**What is expected**
Look through the entries below and extract exactly the lines from the one containing "for i, (u, v)" through the one containing "cr.restore()", ends included.

***** Data *****

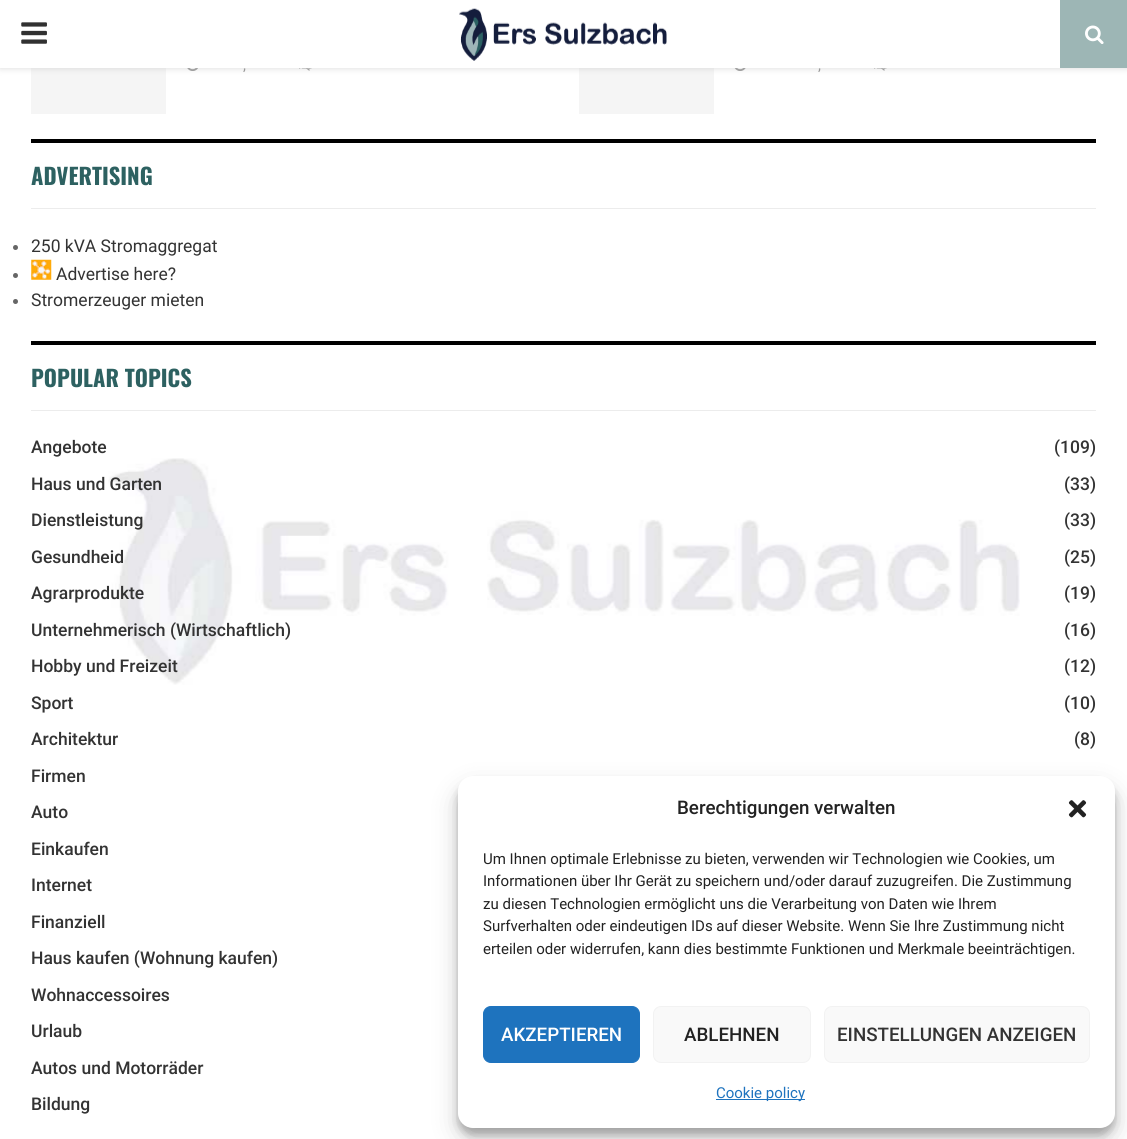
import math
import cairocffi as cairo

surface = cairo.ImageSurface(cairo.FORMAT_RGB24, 1127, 1139)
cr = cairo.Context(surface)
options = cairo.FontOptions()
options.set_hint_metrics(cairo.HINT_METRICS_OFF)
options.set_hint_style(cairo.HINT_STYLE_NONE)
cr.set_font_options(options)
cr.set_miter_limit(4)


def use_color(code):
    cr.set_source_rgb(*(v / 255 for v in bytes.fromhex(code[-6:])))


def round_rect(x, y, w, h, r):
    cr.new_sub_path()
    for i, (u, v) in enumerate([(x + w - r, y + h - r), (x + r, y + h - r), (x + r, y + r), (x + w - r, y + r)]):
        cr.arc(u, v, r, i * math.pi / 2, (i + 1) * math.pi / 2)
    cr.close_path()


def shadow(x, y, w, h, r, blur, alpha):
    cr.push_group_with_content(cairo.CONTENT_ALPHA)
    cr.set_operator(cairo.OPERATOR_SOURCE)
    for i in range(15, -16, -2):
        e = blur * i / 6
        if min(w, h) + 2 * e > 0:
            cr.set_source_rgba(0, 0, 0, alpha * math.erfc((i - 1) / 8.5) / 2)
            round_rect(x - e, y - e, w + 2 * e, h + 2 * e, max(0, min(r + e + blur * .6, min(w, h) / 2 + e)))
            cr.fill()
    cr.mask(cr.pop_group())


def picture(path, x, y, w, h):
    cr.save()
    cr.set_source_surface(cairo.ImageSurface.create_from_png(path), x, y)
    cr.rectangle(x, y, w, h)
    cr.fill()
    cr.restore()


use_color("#ffffff")
cr.paint()
picture("img1.png", 108, 458, 912, 227)
use_color("#f5f5f5")
cr.rectangle(31, 68, 135, 46)
cr.fill()
picture("img5.png", 187, 68, 11, 3)
picture("img6.png", 299, 68, 13, 3)
cr.rectangle(579, 68, 135, 46)
cr.fill()
picture("img7.png", 734, 68, 12, 3)
picture("img6.png", 874, 68, 13, 3)
use_color("#bebebe")
shadow(0, 1, 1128, 68, 0, 3, 0.46)
use_color("#ffffff")
cr.rectangle(0, 0, 1060, 68)
cr.fill()
picture("img2.png", 21, 22, 26, 22)
picture("img3.png", 459, 8, 208, 53)
use_color("#9db6b5")
cr.rectangle(1060, 0, 67, 68)
cr.fill()
picture("img4.png", 1085, 25, 19, 19)
cr.select_font_face("Roboto")
cr.set_font_size(15)
use_color("#999999")
cr.move_to(243, 70)
cr.show_text(",")
cr.move_to(818, 70)
cr.show_text(",")
use_color("#ececec")
cr.rectangle(31, 208, 1065, 1)
cr.fill()
use_color("#000000")
cr.rectangle(31, 139, 1065, 4)
cr.fill()
cr.select_font_face("Oswald", cairo.FONT_SLANT_NORMAL, cairo.FONT_WEIGHT_BOLD)
cr.set_font_size(22.5)
use_color("#2d6161")
cr.move_to(31, 185)
cr.show_text("ADVERTISING")
use_color("#666666")
cr.new_path()
cr.arc(15.5, 247.5, 2.5, 0, 2 * math.pi)
cr.fill()
cr.select_font_face("Roboto")
cr.set_font_size(17.5)
use_color("#333333")
cr.move_to(31, 252)
cr.show_text("250 kVA Stromaggregat")
use_color("#666666")
cr.new_path()
cr.arc(15.5, 275.5, 2.5, 0, 2 * math.pi)
cr.fill()
picture("img8.png", 31, 259, 21, 21)
use_color("#333333")
cr.move_to(56, 280)
cr.show_text("Advertise here?")
use_color("#666666")
cr.new_path()
cr.arc(15.5, 301.5, 2.5, 0, 2 * math.pi)
cr.fill()
use_color("#333333")
cr.move_to(31, 306)
cr.show_text("Stromerzeuger mieten")
use_color("#ececec")
cr.rectangle(31, 410, 1065, 1)
cr.fill()
use_color("#000000")
cr.rectangle(31, 341, 1065, 4)
cr.fill()
cr.select_font_face("Oswald", cairo.FONT_SLANT_NORMAL, cairo.FONT_WEIGHT_BOLD)
cr.set_font_size(22.5)
use_color("#2d6161")
cr.move_to(31, 387)
cr.show_text("POPULAR TOPICS")
cr.select_font_face("Roboto Medium")
cr.set_font_size(17.5)
use_color("#333333")
cr.move_to(31, 453)
cr.show_text("Angebote")
cr.move_to(1054, 453)
cr.show_text("(109)")
cr.move_to(31, 490)
cr.show_text("Haus und Garten")
cr.move_to(1064, 490)
cr.show_text("(33)")
cr.move_to(31, 526)
cr.show_text("Dienstleistung")
cr.move_to(1064, 526)
cr.show_text("(33)")
cr.move_to(31, 563)
cr.show_text("Gesundheid")
cr.move_to(1064, 563)
cr.show_text("(25)")
cr.move_to(31, 599)
cr.show_text("Agrarprodukte")
cr.move_to(1064, 599)
cr.show_text("(19)")
cr.move_to(31, 636)
cr.show_text("Unternehmerisch (Wirtschaftlich)")
cr.move_to(1064, 636)
cr.show_text("(16)")
cr.move_to(31, 672)
cr.show_text("Hobby und Freizeit")
cr.move_to(1064, 672)
cr.show_text("(12)")
cr.move_to(31, 709)
cr.show_text("Sport")
cr.move_to(1064, 709)
cr.show_text("(10)")
cr.move_to(31, 745)
cr.show_text("Architektur")
cr.move_to(1074, 745)
cr.show_text("(8)")
cr.move_to(31, 782)
cr.show_text("Firmen")
cr.move_to(31, 818)
cr.show_text("Auto")
cr.move_to(31, 855)
cr.show_text("Einkaufen")
cr.move_to(31, 891)
cr.show_text("Internet")
cr.move_to(31, 928)
cr.show_text("Finanziell")
cr.move_to(31, 964)
cr.show_text("Haus kaufen (Wohnung kaufen)")
cr.move_to(31, 1001)
cr.show_text("Wohnaccessoires")
cr.move_to(31, 1037)
cr.show_text("Urlaub")
cr.move_to(31, 1074)
cr.show_text("Autos und Motorräder")
cr.move_to(31, 1110)
cr.show_text("Bildung")
use_color("#000000")
shadow(458, 784, 657, 351, 15, 4, 0.23)
shadow(458, 789, 657, 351, 15, 12.5, 0.19)
use_color("#ffffff")
round_rect(458, 776, 657, 352, 15)
cr.fill()
cr.set_font_size(18.75)
use_color("#222222")
cr.move_to(677, 814)
cr.show_text("Berechtigungen verwalten")
picture("img9.png", 1068, 800, 19, 18)
cr.select_font_face("Roboto")
cr.set_font_size(15)
cr.move_to(483, 864)
cr.show_text("Um Ihnen optimale Erlebnisse zu bieten, verwenden wir Technologien wie Cookies, um")
cr.move_to(483, 886)
cr.show_text("Informationen über Ihr Gerät zu speichern und/oder darauf zuzugreifen. Die Zustimmung")
cr.move_to(483, 909)
cr.show_text("zu diesen Technologien ermöglicht uns die Verarbeitung von Daten wie Ihrem")
cr.move_to(483, 931)
cr.show_text("Surfverhalten oder eindeutigen IDs auf dieser Website. Wenn Sie Ihre Zustimmung nicht")
cr.move_to(483, 954)
cr.show_text("erteilen oder widerrufen, kann dies bestimmte Funktionen und Merkmale beeinträchtigen.")
use_color("#1e73be")
round_rect(483.5, 1006.5, 156, 56, 7.5)
cr.fill_preserve()
cr.set_line_width(1)
cr.stroke()
cr.select_font_face("Roboto Medium")
cr.set_font_size(18.75)
use_color("#ffffff")
cr.move_to(501, 1041)
cr.show_text("AKZEPTIEREN")
use_color("#f9f9f9")
round_rect(653.5, 1006.5, 157, 56, 7.5)
cr.fill_preserve()
use_color("#f2f2f2")
cr.stroke()
use_color("#222222")
cr.move_to(684, 1041)
cr.show_text("ABLEHNEN")
use_color("#f9f9f9")
round_rect(824.5, 1006.5, 265, 56, 7.5)
cr.fill_preserve()
use_color("#f2f2f2")
cr.stroke()
use_color("#333333")
cr.move_to(837, 1041)
cr.show_text("EINSTELLUNGEN ANZEIGEN")
use_color("#1e73be")
cr.rectangle(716, 1099, 89, 1)
cr.fill()
cr.select_font_face("Roboto")
cr.set_font_size(15)
cr.move_to(716, 1098)
cr.show_text("Cookie policy")
surface.write_to_png("result.png")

*****

**Written response**
    for i, (u, v) in enumerate([(x + w - r, y + h - r), (x + r, y + h - r), (x + r, y + r), (x + w - r, y + r)]):
        cr.arc(u, v, r, i * math.pi / 2, (i + 1) * math.pi / 2)
    cr.close_path()


def shadow(x, y, w, h, r, blur, alpha):
    cr.push_group_with_content(cairo.CONTENT_ALPHA)
    cr.set_operator(cairo.OPERATOR_SOURCE)
    for i in range(15, -16, -2):
        e = blur * i / 6
        if min(w, h) + 2 * e > 0:
            cr.set_source_rgba(0, 0, 0, alpha * math.erfc((i - 1) / 8.5) / 2)
            round_rect(x - e, y - e, w + 2 * e, h + 2 * e, max(0, min(r + e + blur * .6, min(w, h) / 2 + e)))
            cr.fill()
    cr.mask(cr.pop_group())


def picture(path, x, y, w, h):
    cr.save()
    cr.set_source_surface(cairo.ImageSurface.create_from_png(path), x, y)
    cr.rectangle(x, y, w, h)
    cr.fill()
    cr.restore()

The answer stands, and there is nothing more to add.